Why letting utilities build power plants is a $16 billion mistake | Opinion
Guest Editorial By James H. Cawley
Updated: Oct. 15, 2025, 10:01 a.m.
https://www.pennlive.com/opinion/2025/10/why-letting-utilities-build-power-plants-is-a-16-billion-mistake-opinion.html
Western Pennsylvania has long been at the heart of America’s energy economy. From coal and natural gas to renewables, the region has powered industries, communities, and economic progress for generations. Now, with energy demand rising from advanced manufacturing and data centers, Pennsylvania has the opportunity to again advance forward-looking, smart solutions.
Unfortunately, some lawmakers in Harrisburg want to take a step in the wrong direction. Bills now moving through the legislature — House Bill 1272 and Senate Bill 897 — would allow electric utilities to start building and owning power plants again. That might sound harmless, but it would undo nearly three decades of competitive energy policy and unquestionably saddle Pennsylvanians with unnecessary risks and higher electric bills.
In the late 1990s, Pennsylvania made a smart move: it restructured its power market. Utilities like Duquesne Light and West Penn Power continued to maintain the transmission and distribution lines that deliver power to homes and businesses, but they exited the business of generating electricity. Instead, private companies took on the job of building and operating power plants, taking on the significant risks instead of imposing them on captive customers.
Before restructuring, electric utilities recovered the enormous costs of construction delays and inefficient plant operations from ratepayers by convincing the PUC of the necessity and unavoidability of these costs. In fact, the PUC could not possibly have known the truth without constant onsite monitoring by legions of its own auditors, which, of course, was impractical.
The new competitive model has been effective by placing the responsibility for building and operating power plants on independent entities that are not compensated if they do not operate efficiently. They must bid to provide power into the grid for one or more hours the next day. If they do not operate efficiently enough, they cannot afford to bid low enough to win the right to serve and must operate during those hours without being paid.

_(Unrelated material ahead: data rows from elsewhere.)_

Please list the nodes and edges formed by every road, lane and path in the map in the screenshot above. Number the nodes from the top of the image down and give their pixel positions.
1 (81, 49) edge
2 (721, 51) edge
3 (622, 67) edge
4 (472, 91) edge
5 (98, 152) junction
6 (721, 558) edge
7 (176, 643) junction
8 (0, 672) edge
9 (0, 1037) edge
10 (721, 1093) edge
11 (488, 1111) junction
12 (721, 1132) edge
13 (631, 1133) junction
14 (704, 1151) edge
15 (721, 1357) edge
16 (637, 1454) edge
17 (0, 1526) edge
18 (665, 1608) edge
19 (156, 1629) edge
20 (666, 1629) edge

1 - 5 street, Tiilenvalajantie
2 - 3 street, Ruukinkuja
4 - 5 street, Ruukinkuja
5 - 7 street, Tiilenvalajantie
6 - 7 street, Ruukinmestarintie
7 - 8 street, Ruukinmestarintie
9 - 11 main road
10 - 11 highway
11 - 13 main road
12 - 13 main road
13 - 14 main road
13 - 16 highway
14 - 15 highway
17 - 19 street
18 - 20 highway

Thus, market forces rather than a proxy for such forces – in this case, the PUC –have held costs down. Most importantly, the financial risks of power plant construction and operation are borne by private companies, not utility customers.
If utilities are allowed to build generation again, they will use ratepayer money to fund those projects and earn guaranteed profits, regardless of how expensive or inefficient the plant turns out to be. That’s a bad deal for families already struggling with rising costs and inflation.
We’ve seen what happens when utilities build power plants. In Georgia, the Vogtle nuclear plant ran over budget by more than $16 billion and took over a decade to complete. In South Carolina, a similar project was canceled after customers had already paid billions for it. Such mismanagement could easily occur here if Harrisburg were to put utilities back in charge of building power plants. Backers of these bills have pointed to the recent jump in PJM’s capacity market prices as evidence that the competitive market is failing. Not so. This jump is a market signal that electricity demand is rising and more power is needed.
As a result of this signal, PJM and private companies have responded. Since the transition to PJM’s “first-ready, first-served” interconnection process in 2023, 46 gigawatts of projects, including natural gas, solar, and storage, across the region have secured agreements to interconnect to the grid.
The real challenge is getting those projects built. It would be foolhardy to trust electric utilities with the job, given their deplorable track record of long delays and huge cost overruns. Instead, they should be addressing their reliability issues. According to the PUC, the Commonwealth experienced a 30-year high of reportable outages due to electric distribution companies (EDCs) struggling to meet reliability benchmarks, which left about 2.8 million Pennsylvanians in the dark in 2024. Instead of lobbying to build power plants, EDCs should focus on modernizing and strengthening their transmission infrastructure to deliver electrons more reliably.
Lawmakers should focus on much-needed permitting and siting reforms to enable independent generators and transmission line contractors to complete new projects faster. Combined with PJM’s efforts already underway to reform its interconnection process, that’s how we’ll get reliable power faster and at a lower cost.
Competitive markets have served Pennsylvania well. Let’s keep them strong by fixing what’s broken — not by undoing what works.